Nella repubblica ex sovietica dell’Asia Centrale, la Chiesa cattolica è rinata nel 1997, quando Giovanni Paolo II ha istituito la Missio sui iuris. Inizialmente, la Messa veniva celebrata nel territorio diplomatico della Nunziatura apostolica di Ashgabat e ci si incontrava in abitazioni private. Nel 2010 il governo turkmeno ne ha riconosciuto ufficialmente la presenza - fino ad allora ammessa solo sotto forma di rappresentanza diplomatica del Vaticano - ma tale provvedimento ha condotto solo in parte ai risultati sperati: “Finora non abbiamo costruito nulla, perché non abbiamo alcuna autorizzazione.

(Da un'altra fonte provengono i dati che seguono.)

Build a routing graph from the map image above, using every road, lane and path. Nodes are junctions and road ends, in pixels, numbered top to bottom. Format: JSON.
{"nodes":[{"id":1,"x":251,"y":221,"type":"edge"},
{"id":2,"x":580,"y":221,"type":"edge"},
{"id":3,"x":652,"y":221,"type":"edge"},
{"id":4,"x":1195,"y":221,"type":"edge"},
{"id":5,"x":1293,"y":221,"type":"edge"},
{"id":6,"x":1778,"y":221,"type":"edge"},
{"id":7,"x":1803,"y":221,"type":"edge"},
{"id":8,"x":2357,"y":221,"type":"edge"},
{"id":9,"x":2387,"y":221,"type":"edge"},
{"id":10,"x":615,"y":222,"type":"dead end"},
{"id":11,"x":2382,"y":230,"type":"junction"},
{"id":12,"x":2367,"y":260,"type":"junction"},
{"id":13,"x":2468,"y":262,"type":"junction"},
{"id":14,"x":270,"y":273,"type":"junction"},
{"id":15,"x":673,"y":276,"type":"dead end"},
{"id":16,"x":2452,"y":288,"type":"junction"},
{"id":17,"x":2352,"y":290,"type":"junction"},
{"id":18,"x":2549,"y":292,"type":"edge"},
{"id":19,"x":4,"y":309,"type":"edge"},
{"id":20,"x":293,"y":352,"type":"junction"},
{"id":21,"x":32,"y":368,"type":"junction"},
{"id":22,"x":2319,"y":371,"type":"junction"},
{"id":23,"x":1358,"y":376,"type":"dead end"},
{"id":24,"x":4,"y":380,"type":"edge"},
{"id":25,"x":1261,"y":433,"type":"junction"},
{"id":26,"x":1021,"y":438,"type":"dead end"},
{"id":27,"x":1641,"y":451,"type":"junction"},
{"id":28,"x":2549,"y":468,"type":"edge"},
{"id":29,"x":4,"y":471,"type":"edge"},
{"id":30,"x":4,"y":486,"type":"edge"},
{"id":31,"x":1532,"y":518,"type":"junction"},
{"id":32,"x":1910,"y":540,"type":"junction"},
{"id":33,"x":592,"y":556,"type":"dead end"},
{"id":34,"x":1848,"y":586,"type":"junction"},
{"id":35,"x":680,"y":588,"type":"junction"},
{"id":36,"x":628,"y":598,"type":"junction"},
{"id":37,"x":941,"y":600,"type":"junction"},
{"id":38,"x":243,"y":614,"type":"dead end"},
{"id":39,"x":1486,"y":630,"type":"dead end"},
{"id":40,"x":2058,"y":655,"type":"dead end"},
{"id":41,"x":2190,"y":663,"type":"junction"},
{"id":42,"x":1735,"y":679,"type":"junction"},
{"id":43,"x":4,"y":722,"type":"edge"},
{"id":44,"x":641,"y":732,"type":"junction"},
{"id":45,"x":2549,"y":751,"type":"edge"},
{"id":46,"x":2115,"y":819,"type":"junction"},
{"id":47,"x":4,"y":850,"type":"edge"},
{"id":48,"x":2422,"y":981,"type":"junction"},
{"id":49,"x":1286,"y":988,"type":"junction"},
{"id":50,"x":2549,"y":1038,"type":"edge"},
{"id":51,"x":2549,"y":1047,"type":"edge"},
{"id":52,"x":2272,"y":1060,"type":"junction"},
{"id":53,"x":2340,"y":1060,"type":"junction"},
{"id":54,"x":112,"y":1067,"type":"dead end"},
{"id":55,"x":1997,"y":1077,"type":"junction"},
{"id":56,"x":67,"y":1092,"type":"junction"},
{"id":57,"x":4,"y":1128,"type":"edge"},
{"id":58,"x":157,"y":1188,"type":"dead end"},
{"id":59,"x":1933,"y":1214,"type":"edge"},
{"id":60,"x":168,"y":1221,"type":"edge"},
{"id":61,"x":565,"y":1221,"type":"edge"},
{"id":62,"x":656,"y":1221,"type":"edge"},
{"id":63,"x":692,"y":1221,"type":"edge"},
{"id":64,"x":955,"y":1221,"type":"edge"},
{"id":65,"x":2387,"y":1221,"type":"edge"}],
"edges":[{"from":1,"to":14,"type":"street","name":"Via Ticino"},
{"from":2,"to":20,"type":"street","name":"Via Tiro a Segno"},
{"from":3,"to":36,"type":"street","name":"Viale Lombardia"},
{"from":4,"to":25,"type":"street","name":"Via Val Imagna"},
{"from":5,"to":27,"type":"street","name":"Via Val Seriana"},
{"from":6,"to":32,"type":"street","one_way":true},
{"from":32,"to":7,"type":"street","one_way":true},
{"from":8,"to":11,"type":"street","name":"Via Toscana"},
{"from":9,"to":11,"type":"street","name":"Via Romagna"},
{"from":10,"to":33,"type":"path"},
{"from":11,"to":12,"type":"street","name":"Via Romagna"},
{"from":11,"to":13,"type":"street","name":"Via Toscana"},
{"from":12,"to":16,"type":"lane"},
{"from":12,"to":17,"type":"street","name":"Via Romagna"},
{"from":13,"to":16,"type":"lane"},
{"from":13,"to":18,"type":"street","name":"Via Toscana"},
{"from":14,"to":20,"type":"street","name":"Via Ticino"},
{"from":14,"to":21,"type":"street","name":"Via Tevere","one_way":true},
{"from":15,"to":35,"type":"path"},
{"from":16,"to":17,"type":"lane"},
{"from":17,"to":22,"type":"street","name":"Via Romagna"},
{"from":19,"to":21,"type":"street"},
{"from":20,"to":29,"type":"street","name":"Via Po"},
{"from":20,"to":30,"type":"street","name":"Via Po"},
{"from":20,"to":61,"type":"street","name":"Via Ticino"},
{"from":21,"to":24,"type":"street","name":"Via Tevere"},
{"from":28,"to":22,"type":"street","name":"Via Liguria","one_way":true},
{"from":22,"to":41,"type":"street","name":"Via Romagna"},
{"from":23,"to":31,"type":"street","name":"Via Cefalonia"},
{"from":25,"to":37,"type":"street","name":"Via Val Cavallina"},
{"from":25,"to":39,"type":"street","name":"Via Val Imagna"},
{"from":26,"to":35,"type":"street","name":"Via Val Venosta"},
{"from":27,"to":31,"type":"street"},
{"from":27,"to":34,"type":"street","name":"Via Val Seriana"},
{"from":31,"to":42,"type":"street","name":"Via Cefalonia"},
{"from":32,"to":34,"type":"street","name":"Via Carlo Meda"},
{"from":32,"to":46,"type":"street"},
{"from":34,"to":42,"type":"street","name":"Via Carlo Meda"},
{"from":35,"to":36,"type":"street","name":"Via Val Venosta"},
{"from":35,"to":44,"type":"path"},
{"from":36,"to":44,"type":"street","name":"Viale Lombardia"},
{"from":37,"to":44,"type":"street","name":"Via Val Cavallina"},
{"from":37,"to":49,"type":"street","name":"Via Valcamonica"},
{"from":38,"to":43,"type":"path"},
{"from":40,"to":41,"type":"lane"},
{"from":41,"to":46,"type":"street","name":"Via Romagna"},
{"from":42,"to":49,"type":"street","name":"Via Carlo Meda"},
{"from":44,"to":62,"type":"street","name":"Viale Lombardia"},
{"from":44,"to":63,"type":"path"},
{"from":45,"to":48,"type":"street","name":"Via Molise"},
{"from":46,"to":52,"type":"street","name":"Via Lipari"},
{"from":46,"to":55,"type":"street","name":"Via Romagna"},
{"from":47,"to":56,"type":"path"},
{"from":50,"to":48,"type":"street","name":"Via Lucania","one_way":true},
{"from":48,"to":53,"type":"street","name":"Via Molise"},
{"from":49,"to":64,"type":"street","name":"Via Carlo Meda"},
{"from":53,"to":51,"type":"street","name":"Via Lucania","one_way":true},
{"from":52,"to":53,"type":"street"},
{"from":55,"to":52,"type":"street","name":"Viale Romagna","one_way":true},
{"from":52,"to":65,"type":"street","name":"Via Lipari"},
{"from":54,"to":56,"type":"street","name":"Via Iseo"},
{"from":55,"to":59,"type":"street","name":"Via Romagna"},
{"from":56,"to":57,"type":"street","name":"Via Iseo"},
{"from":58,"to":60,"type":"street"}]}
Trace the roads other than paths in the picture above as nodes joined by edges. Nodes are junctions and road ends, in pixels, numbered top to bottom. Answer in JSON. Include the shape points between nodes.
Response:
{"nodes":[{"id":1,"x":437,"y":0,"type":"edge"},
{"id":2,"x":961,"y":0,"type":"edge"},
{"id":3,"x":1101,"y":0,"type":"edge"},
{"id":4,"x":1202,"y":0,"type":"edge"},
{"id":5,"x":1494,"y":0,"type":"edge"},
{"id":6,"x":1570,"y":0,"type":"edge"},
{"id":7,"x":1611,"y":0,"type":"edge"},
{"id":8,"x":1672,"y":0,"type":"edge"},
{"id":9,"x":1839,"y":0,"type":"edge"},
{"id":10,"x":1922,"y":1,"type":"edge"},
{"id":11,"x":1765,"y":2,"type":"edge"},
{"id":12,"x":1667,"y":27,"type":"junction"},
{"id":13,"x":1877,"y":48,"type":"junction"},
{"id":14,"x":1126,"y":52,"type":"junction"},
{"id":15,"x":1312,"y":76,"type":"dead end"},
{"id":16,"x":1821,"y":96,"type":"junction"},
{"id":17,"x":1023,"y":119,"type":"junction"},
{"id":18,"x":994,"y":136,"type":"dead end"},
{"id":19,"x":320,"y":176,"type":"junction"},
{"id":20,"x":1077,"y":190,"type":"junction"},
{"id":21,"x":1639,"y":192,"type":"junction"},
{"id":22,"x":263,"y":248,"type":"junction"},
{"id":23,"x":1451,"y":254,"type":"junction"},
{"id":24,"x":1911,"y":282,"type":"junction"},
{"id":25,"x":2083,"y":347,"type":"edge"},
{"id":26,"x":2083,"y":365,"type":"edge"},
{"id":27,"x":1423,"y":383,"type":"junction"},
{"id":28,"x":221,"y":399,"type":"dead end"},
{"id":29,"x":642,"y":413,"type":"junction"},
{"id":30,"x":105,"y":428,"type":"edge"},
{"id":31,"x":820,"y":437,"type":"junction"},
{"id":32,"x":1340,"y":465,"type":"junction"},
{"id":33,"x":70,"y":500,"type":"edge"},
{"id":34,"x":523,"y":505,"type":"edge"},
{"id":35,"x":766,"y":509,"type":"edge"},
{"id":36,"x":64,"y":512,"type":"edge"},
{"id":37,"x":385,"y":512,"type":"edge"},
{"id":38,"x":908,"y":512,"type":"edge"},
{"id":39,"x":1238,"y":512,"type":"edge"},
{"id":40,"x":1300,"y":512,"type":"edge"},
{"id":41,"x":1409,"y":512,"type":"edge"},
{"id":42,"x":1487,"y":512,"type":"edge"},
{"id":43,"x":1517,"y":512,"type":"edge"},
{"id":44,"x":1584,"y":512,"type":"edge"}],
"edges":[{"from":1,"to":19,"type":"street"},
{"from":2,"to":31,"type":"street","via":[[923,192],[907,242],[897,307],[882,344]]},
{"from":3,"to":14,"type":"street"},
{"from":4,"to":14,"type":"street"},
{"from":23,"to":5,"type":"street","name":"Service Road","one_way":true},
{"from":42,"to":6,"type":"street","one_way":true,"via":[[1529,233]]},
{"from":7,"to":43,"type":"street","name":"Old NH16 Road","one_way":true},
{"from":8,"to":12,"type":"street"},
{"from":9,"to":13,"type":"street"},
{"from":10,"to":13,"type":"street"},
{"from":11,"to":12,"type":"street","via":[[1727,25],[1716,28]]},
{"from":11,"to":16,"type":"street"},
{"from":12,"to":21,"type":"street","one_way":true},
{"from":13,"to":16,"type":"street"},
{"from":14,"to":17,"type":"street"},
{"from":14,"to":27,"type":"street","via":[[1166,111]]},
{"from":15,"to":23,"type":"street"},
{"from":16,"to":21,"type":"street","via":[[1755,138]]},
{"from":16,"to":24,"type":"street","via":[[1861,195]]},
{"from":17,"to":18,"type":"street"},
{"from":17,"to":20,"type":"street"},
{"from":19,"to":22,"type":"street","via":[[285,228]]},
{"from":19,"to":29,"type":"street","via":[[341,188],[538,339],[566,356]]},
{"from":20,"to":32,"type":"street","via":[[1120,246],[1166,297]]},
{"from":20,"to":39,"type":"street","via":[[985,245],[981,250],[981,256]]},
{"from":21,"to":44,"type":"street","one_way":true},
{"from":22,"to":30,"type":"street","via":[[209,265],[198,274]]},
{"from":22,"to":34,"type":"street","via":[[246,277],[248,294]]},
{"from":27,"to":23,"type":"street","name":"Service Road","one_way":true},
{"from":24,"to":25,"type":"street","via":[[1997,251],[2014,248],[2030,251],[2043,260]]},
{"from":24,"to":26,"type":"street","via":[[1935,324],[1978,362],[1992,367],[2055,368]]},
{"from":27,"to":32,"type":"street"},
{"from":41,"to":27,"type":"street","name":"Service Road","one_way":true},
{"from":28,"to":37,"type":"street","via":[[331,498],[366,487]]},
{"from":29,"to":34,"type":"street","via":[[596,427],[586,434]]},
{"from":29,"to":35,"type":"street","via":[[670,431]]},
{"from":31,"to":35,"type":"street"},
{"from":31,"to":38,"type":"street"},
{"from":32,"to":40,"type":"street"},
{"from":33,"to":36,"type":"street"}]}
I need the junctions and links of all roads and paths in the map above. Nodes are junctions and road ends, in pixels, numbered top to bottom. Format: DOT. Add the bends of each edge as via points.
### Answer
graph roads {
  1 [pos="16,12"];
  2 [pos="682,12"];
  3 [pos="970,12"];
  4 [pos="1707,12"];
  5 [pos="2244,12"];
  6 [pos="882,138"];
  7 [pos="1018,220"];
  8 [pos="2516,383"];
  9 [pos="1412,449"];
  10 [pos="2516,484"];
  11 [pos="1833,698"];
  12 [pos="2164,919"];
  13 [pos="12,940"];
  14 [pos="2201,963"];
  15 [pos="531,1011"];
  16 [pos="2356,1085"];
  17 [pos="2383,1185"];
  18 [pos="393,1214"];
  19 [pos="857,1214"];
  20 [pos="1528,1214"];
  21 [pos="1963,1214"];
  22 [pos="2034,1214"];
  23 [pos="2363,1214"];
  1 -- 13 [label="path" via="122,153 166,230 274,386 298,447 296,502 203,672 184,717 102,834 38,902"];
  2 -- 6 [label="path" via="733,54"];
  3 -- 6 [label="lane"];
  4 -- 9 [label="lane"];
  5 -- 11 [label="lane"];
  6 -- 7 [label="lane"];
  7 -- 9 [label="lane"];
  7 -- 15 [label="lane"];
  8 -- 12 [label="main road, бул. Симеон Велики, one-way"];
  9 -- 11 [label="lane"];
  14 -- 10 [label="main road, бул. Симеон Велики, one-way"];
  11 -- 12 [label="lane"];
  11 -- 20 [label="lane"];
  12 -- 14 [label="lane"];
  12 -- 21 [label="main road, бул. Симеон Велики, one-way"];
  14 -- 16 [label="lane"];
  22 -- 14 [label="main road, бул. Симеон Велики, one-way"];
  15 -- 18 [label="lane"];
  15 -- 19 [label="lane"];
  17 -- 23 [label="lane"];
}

Lentamente, però, si stanno aprendo delle strade: vorremmo costruire una piccola chiesa e la sede della Nunziatura apostolica. Continuiamo a pregare e sperare di ottenere i permessi necessari”, racconta il sacerdote.
Il Turkmenistan conta oltre 5 milioni di abitanti, al 90% musulmani. La piccola comunità cattolica, secondo quanto racconta p. Madej, è costituita soprattutto da persone di origine tedesca e polacca e si relaziona quotidianamente con cristiani di altre confessioni e famiglie musulmane: “Accolgono volentieri la nostra visita. Spesso ci riuniamo con alcuni membri della chiesa evangelica per momenti di preghiera e di lode. Inoltre, partecipiamo con piacere alle feste islamiche a cui siamo invitati”, sottolinea il missionario. La volontà, conclude, “è costruire relazioni feconde e pacifiche con tutti, anche per eliminare il pregiudizio che i cristiani o gli occidentali siano solo interessati alla guerra o a imporre la loro civiltà”. (LF-PA) (Agenzia Fides 8/11/2017)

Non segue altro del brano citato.